**What is needed:** For each line below that includes the word "river", make a copy.

*** Input data

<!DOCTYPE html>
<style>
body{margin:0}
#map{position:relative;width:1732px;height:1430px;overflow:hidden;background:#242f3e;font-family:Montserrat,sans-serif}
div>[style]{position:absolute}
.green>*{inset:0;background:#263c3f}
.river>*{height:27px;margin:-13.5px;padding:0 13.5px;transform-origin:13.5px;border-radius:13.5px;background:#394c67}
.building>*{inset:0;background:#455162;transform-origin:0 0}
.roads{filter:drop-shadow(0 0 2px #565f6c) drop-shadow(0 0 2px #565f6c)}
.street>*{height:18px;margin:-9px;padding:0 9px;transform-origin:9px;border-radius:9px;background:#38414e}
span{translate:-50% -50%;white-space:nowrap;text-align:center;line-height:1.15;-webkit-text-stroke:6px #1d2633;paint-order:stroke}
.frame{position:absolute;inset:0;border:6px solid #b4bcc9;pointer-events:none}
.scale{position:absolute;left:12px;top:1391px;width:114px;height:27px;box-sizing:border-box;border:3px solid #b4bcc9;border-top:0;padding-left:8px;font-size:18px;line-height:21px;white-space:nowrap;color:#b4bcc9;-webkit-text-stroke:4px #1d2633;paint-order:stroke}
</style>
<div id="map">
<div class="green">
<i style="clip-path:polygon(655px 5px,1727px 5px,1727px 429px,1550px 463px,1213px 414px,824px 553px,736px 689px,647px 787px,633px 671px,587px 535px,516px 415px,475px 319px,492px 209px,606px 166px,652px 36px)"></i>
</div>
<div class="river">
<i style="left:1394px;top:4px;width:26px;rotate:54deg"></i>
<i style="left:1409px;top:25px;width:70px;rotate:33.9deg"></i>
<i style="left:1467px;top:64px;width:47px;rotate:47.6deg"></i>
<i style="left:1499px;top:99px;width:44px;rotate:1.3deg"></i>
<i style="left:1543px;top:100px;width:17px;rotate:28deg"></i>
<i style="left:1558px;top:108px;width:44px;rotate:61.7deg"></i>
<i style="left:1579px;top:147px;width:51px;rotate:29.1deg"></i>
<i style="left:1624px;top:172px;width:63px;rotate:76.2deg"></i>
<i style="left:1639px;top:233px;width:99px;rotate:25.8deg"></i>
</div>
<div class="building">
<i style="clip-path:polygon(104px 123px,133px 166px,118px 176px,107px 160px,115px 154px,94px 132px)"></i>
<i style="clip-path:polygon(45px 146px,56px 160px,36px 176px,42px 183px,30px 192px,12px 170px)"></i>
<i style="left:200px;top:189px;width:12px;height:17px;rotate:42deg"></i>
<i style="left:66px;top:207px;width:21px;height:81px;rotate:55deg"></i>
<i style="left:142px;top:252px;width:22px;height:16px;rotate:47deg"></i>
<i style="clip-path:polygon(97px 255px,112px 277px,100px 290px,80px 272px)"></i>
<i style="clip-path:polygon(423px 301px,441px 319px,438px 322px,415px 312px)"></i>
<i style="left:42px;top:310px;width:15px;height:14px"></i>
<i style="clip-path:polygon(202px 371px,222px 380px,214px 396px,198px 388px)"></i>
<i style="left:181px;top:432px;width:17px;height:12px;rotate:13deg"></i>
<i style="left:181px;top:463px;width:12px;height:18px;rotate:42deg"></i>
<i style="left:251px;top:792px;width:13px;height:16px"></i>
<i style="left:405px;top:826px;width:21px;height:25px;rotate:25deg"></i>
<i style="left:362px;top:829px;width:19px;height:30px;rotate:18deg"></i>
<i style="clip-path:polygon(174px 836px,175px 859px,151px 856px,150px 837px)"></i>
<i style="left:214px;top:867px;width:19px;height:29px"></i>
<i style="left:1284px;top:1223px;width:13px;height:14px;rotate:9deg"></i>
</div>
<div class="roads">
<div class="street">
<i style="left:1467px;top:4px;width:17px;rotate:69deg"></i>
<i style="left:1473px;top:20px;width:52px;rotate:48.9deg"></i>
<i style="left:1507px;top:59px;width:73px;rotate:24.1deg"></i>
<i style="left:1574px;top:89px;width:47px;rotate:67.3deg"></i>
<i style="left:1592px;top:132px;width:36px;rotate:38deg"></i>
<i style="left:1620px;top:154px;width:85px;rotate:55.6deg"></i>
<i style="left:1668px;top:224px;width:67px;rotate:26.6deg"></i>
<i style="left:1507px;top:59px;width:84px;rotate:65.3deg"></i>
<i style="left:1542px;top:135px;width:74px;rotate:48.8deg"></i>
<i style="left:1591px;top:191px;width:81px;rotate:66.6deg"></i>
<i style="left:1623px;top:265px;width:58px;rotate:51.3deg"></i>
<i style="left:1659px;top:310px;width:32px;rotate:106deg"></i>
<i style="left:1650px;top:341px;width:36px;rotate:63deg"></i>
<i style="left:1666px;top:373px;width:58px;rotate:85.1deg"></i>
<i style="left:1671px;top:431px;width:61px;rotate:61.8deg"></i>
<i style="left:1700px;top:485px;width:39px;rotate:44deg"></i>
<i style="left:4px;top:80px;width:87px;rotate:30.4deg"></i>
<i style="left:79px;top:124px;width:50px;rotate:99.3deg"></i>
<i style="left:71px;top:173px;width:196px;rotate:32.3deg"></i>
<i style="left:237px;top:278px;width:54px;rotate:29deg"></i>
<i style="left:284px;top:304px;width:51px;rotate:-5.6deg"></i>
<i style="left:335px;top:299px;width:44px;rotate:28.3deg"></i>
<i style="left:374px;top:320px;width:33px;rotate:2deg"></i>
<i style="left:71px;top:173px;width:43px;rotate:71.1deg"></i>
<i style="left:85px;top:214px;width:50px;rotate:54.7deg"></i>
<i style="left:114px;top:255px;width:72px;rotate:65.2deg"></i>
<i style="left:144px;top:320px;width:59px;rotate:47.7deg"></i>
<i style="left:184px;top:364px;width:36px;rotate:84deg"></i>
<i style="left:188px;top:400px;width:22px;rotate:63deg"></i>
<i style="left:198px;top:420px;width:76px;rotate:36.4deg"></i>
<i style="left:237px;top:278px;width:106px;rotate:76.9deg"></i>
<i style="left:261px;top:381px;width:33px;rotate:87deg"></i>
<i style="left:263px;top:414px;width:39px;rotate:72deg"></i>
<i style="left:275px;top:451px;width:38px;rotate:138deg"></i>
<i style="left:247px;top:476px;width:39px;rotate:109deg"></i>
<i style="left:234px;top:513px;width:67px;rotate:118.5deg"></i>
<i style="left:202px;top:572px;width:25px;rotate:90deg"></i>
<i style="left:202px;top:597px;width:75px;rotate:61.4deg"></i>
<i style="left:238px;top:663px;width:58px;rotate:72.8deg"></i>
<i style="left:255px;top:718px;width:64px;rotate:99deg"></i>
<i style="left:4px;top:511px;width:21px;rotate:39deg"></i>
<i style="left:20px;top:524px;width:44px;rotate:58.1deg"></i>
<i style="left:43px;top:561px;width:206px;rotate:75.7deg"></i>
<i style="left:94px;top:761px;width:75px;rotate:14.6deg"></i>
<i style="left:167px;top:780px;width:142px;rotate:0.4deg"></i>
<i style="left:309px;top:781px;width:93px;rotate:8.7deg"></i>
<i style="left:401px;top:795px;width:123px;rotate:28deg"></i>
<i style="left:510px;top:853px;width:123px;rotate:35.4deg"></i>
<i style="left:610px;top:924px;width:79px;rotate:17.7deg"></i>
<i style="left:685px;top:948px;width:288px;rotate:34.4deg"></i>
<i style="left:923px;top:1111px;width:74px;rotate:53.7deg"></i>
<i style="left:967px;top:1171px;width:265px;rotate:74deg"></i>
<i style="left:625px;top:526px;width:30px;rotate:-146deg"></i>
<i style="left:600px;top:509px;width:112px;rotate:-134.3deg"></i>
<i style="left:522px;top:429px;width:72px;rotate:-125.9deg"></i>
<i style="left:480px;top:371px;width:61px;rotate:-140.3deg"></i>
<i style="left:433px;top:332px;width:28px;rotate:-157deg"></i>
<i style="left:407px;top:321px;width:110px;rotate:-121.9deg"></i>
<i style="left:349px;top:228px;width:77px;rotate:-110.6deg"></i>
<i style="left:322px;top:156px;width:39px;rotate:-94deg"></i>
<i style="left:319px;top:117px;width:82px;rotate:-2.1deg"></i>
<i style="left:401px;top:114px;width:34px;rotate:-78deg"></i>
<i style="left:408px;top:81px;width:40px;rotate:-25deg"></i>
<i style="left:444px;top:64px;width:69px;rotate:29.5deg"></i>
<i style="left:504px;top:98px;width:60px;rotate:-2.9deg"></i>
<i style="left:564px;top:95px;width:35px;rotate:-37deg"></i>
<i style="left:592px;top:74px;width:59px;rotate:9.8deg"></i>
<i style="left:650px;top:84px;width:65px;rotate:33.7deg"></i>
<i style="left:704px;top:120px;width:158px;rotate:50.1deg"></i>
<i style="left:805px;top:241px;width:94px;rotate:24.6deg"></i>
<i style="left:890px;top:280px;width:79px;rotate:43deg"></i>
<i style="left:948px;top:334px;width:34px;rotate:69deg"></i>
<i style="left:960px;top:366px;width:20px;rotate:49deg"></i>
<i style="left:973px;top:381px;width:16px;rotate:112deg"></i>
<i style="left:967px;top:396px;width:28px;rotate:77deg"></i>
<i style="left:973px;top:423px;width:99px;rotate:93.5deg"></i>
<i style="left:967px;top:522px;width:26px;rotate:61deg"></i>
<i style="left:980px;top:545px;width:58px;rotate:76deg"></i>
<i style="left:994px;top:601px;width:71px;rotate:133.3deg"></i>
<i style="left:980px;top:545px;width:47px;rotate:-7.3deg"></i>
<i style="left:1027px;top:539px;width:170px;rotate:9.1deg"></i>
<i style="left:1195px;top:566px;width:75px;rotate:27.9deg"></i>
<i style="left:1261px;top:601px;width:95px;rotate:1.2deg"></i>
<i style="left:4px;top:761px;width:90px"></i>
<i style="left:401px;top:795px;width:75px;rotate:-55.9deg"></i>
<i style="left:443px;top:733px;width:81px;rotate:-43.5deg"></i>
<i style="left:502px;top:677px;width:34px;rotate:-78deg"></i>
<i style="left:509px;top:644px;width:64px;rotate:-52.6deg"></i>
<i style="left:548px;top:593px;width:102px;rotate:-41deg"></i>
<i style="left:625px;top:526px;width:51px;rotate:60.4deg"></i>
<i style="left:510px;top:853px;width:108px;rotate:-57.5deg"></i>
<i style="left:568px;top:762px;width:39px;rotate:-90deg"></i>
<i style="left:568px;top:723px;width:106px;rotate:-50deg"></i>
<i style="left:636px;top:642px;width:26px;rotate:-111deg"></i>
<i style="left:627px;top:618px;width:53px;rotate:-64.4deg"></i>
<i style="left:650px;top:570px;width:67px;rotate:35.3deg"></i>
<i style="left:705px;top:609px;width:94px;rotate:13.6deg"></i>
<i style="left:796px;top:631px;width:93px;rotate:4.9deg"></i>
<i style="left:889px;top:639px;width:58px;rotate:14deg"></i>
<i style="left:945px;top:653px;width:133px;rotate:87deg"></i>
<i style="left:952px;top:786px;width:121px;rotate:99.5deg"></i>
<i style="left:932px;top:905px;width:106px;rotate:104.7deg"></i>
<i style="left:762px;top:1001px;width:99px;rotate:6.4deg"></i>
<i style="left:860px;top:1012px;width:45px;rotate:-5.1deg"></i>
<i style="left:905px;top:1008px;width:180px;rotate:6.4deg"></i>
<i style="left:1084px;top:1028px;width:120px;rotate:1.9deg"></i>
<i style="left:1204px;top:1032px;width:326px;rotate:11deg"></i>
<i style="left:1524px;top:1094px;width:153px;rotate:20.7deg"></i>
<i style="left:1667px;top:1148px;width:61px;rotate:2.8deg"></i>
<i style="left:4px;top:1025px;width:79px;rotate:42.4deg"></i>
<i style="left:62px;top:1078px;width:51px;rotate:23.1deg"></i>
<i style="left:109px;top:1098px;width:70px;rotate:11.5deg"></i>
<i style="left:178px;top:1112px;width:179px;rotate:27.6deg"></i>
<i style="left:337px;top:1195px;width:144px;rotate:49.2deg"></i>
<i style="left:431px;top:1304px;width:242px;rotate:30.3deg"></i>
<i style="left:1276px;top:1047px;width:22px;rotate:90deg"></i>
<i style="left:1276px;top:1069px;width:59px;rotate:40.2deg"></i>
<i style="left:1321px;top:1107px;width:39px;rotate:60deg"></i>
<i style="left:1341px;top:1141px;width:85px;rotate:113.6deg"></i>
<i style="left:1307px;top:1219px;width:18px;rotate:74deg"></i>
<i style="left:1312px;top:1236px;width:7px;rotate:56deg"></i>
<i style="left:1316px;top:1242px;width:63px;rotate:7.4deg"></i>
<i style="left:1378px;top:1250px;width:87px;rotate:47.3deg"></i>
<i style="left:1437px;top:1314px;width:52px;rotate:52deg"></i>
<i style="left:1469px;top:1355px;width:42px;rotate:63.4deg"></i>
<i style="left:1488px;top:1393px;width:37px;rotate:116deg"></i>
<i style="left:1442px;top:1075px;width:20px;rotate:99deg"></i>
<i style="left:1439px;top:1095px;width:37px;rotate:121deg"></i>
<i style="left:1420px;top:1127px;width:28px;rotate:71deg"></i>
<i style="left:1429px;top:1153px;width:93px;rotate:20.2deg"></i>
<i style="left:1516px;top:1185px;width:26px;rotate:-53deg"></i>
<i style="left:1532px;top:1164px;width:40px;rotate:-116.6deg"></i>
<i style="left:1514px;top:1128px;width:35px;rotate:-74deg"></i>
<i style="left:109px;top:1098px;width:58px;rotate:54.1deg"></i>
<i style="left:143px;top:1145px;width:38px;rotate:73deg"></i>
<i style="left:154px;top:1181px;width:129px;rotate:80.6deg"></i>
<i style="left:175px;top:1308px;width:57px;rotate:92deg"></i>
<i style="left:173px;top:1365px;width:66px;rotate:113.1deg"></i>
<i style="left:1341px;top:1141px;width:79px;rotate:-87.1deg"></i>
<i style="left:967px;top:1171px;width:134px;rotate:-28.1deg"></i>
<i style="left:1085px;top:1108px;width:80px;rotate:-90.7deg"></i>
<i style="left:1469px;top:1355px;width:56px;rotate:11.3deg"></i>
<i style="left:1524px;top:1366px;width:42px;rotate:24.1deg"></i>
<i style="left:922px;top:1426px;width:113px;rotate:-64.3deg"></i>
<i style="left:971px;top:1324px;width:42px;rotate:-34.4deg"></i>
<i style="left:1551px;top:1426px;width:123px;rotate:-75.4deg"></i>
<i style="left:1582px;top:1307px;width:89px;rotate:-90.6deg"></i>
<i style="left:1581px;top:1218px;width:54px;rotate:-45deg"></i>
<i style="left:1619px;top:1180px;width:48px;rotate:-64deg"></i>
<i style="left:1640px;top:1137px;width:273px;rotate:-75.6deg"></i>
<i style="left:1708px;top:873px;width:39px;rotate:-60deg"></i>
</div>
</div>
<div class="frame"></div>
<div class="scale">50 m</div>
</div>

******

**Result:**
.river>*{height:27px;margin:-13.5px;padding:0 13.5px;transform-origin:13.5px;border-radius:13.5px;background:#394c67}
<div class="river">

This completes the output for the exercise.